■ What you need to do: Could you reproduce all of the following entries exactly?

■ Given data:
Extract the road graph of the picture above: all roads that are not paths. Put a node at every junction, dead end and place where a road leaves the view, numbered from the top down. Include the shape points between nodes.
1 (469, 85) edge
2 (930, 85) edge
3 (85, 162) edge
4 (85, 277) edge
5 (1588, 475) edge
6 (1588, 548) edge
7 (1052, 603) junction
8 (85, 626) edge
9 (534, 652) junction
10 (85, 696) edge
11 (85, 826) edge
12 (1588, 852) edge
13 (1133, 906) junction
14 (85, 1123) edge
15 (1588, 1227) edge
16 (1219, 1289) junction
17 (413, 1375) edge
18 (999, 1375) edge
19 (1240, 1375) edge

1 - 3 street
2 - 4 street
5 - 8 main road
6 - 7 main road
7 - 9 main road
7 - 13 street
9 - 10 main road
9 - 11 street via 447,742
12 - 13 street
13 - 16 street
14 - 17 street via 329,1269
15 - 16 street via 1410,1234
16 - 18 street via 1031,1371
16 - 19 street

■ Response to this exercise:
Extract the road graph of the picture above: all roads that are not paths. Put a node at every junction, dead end and place where a road leaves the view, numbered from the top down. Include the shape points between nodes.
1 (469, 85) edge
2 (930, 85) edge
3 (85, 162) edge
4 (85, 277) edge
5 (1588, 475) edge
6 (1588, 548) edge
7 (1052, 603) junction
8 (85, 626) edge
9 (534, 652) junction
10 (85, 696) edge
11 (85, 826) edge
12 (1588, 852) edge
13 (1133, 906) junction
14 (85, 1123) edge
15 (1588, 1227) edge
16 (1219, 1289) junction
17 (413, 1375) edge
18 (999, 1375) edge
19 (1240, 1375) edge

1 - 3 street
2 - 4 street
5 - 8 main road
6 - 7 main road
7 - 9 main road
7 - 13 street
9 - 10 main road
9 - 11 street via 447,742
12 - 13 street
13 - 16 street
14 - 17 street via 329,1269
15 - 16 street via 1410,1234
16 - 18 street via 1031,1371
16 - 19 street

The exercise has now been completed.